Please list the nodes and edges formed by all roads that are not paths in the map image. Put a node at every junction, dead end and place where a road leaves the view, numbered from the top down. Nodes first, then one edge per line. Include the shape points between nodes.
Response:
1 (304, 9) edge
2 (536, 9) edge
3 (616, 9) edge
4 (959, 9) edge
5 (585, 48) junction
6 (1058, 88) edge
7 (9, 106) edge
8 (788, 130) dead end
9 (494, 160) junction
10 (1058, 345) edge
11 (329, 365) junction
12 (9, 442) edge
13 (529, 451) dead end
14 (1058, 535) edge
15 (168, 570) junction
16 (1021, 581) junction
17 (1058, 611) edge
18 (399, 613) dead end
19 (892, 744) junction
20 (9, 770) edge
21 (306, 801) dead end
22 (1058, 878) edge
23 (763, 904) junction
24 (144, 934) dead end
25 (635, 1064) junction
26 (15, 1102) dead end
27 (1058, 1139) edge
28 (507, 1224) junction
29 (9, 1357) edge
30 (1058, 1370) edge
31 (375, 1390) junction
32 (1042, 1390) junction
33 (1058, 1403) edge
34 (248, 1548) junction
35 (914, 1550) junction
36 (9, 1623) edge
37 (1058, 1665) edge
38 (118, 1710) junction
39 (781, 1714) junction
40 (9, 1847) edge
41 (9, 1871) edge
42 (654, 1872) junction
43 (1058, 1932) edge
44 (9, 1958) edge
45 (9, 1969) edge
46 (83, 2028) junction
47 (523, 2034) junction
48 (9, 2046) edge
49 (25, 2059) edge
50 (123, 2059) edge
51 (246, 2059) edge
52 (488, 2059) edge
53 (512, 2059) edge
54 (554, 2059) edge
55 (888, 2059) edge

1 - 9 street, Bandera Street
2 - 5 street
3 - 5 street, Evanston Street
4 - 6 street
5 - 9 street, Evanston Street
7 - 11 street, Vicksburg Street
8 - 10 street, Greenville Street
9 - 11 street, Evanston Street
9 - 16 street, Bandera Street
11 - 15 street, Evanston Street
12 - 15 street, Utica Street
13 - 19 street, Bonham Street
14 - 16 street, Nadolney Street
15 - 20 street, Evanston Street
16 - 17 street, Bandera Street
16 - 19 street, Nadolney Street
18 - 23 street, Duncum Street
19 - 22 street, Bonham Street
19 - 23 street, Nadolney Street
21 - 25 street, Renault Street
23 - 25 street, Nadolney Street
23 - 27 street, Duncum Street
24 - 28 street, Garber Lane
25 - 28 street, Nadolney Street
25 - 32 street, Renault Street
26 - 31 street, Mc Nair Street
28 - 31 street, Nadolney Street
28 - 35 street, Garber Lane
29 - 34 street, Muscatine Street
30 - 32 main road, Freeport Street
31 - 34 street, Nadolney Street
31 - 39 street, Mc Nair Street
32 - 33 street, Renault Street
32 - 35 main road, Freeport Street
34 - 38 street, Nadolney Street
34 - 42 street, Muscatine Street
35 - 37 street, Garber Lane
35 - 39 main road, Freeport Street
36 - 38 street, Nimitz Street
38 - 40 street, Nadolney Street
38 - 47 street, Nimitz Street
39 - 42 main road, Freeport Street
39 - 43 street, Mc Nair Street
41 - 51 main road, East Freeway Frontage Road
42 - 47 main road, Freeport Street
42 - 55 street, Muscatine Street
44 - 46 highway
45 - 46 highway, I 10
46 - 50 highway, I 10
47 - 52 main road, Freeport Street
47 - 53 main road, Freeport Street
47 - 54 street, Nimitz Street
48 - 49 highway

—————

ABOUT THIS TASK:
Would you please give back all of the material above exactly as it stands?

OUTPUT OF THE TASK:
Please list the nodes and edges formed by all roads that are not paths in the map image. Put a node at every junction, dead end and place where a road leaves the view, numbered from the top down. Nodes first, then one edge per line. Include the shape points between nodes.
Response:
1 (304, 9) edge
2 (536, 9) edge
3 (616, 9) edge
4 (959, 9) edge
5 (585, 48) junction
6 (1058, 88) edge
7 (9, 106) edge
8 (788, 130) dead end
9 (494, 160) junction
10 (1058, 345) edge
11 (329, 365) junction
12 (9, 442) edge
13 (529, 451) dead end
14 (1058, 535) edge
15 (168, 570) junction
16 (1021, 581) junction
17 (1058, 611) edge
18 (399, 613) dead end
19 (892, 744) junction
20 (9, 770) edge
21 (306, 801) dead end
22 (1058, 878) edge
23 (763, 904) junction
24 (144, 934) dead end
25 (635, 1064) junction
26 (15, 1102) dead end
27 (1058, 1139) edge
28 (507, 1224) junction
29 (9, 1357) edge
30 (1058, 1370) edge
31 (375, 1390) junction
32 (1042, 1390) junction
33 (1058, 1403) edge
34 (248, 1548) junction
35 (914, 1550) junction
36 (9, 1623) edge
37 (1058, 1665) edge
38 (118, 1710) junction
39 (781, 1714) junction
40 (9, 1847) edge
41 (9, 1871) edge
42 (654, 1872) junction
43 (1058, 1932) edge
44 (9, 1958) edge
45 (9, 1969) edge
46 (83, 2028) junction
47 (523, 2034) junction
48 (9, 2046) edge
49 (25, 2059) edge
50 (123, 2059) edge
51 (246, 2059) edge
52 (488, 2059) edge
53 (512, 2059) edge
54 (554, 2059) edge
55 (888, 2059) edge

1 - 9 street, Bandera Street
2 - 5 street
3 - 5 street, Evanston Street
4 - 6 street
5 - 9 street, Evanston Street
7 - 11 street, Vicksburg Street
8 - 10 street, Greenville Street
9 - 11 street, Evanston Street
9 - 16 street, Bandera Street
11 - 15 street, Evanston Street
12 - 15 street, Utica Street
13 - 19 street, Bonham Street
14 - 16 street, Nadolney Street
15 - 20 street, Evanston Street
16 - 17 street, Bandera Street
16 - 19 street, Nadolney Street
18 - 23 street, Duncum Street
19 - 22 street, Bonham Street
19 - 23 street, Nadolney Street
21 - 25 street, Renault Street
23 - 25 street, Nadolney Street
23 - 27 street, Duncum Street
24 - 28 street, Garber Lane
25 - 28 street, Nadolney Street
25 - 32 street, Renault Street
26 - 31 street, Mc Nair Street
28 - 31 street, Nadolney Street
28 - 35 street, Garber Lane
29 - 34 street, Muscatine Street
30 - 32 main road, Freeport Street
31 - 34 street, Nadolney Street
31 - 39 street, Mc Nair Street
32 - 33 street, Renault Street
32 - 35 main road, Freeport Street
34 - 38 street, Nadolney Street
34 - 42 street, Muscatine Street
35 - 37 street, Garber Lane
35 - 39 main road, Freeport Street
36 - 38 street, Nimitz Street
38 - 40 street, Nadolney Street
38 - 47 street, Nimitz Street
39 - 42 main road, Freeport Street
39 - 43 street, Mc Nair Street
41 - 51 main road, East Freeway Frontage Road
42 - 47 main road, Freeport Street
42 - 55 street, Muscatine Street
44 - 46 highway
45 - 46 highway, I 10
46 - 50 highway, I 10
47 - 52 main road, Freeport Street
47 - 53 main road, Freeport Street
47 - 54 street, Nimitz Street
48 - 49 highway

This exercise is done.